由実『どうしたの?!ギリギリに来るなんて珍(珍しい)しいじゃない』
この子は、増田由実(ますだゆみ)。
私の隣の席の子。
明るくて元気な子だ。
香織『あぁー。何かね、夢を見すぎちゃったみたい(笑)』
由実『何それ(笑)?ちょーうけるー(笑)』
お腹を抱えながら笑われた。
恥(は)ずかしい。
やがて、授業(じゅぎょう)が始まった。
でも…。
私は授業に集中(しゅうちゅう)できなかった。
どうしても、夢を思い出してしまう。
どうしても、考えてしまう。
私がみたあの夢はいったい…。
その時、チャイムが鳴った。
キーンコーンカーンコーン…
先生『今日の授業はここまで。

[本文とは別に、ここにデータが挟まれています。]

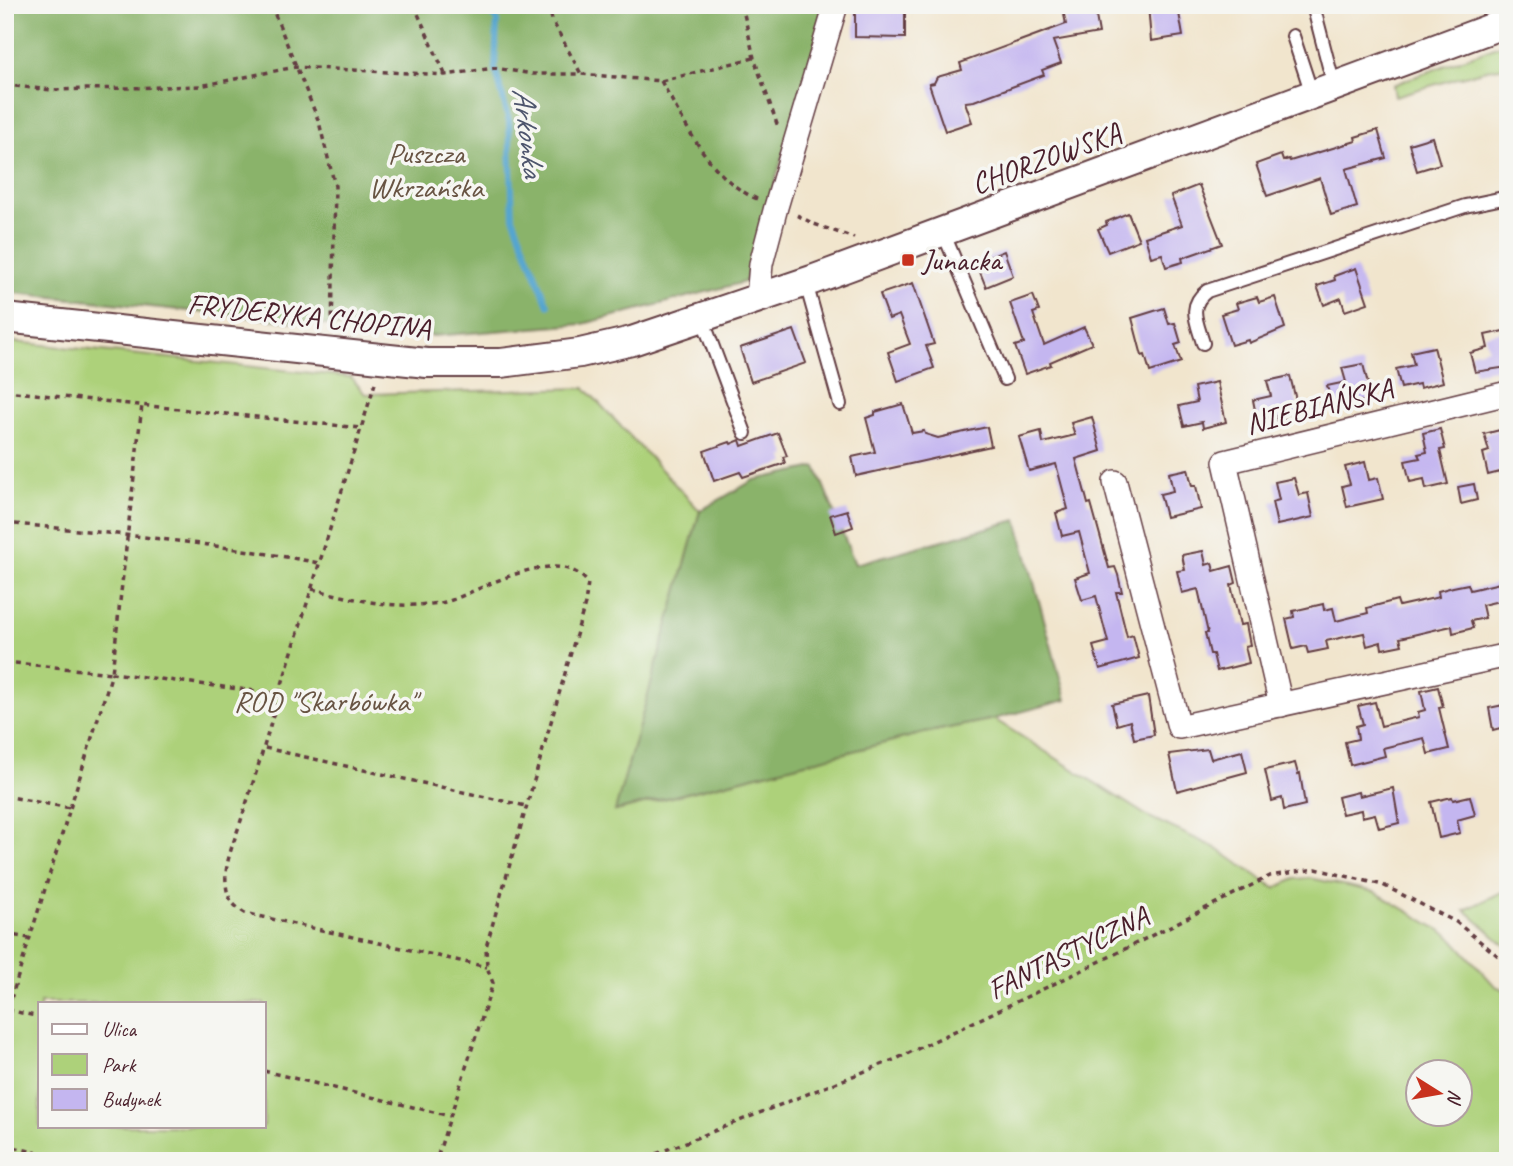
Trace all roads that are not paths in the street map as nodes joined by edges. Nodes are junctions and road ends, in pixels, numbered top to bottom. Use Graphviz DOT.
graph roads {
  1 [pos="836,5"];
  2 [pos="1313,5"];
  3 [pos="1508,22"];
  4 [pos="1293,36"];
  5 [pos="1323,90"];
  6 [pos="1508,197"];
  7 [pos="943,232"];
  8 [pos="809,295"];
  9 [pos="758,299"];
  10 [pos="702,317"];
  11 [pos="5,318"];
  12 [pos="1203,343"];
  13 [pos="605,347"];
  14 [pos="1005,379"];
  15 [pos="1508,393"];
  16 [pos="840,404"];
  17 [pos="745,433"];
  18 [pos="1115,482"];
  19 [pos="1508,655"];
  20 [pos="1281,705"];
  1 -- 9 [label="street"];
  2 -- 5 [label="lane"];
  3 -- 5 [label="street, CHORZOWSKA"];
  4 -- 5 [label="lane"];
  5 -- 7 [label="street, CHORZOWSKA"];
  6 -- 12 [label="lane"];
  7 -- 9 [label="street, CHORZOWSKA"];
  7 -- 14 [label="lane"];
  8 -- 16 [label="lane"];
  9 -- 10 [label="street, CHORZOWSKA"];
  10 -- 13 [label="street, CHORZOWSKA"];
  10 -- 17 [label="lane"];
  11 -- 13 [label="street, FRYDERYKA CHOPINA"];
  15 -- 20 [label="street, NIEBIAŃSKA"];
  18 -- 20 [label="street"];
  19 -- 20 [label="street"];
}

』
由実『ねぇ、香織(かおり)!』
香織『…』
由実『香織ってば!!』
香織『えっ?!な、何っ?!』
由実はあきれた顔をしていた。
由実『何じゃないでしょう(溜息)授業は終わったんだし…』
私は思わず苦笑いをしてしまった。
香織『ゴメン…』
由実『それより!今日は予定ある?』
香織『別にないけど…』
由実は嬉しそうな顔をしていた。
由実『あのさ、今日、合(ごう)コンが有るんだけど、一緒に行かない?』
香織『合コンね~』
由実『何そのあきれた顔ー。ひどーい』
香織『(笑)冗談(じょうだん)よ。行く行く(笑)』
由実『もー(笑)それじゃぁ、また、夕方ね!』
香織『うん、わかった』
由実『今日は先に帰るね』
香織『はいはい』
教室から由実は出て行った。
私もそろそろ帰るか。
合コンがあるし。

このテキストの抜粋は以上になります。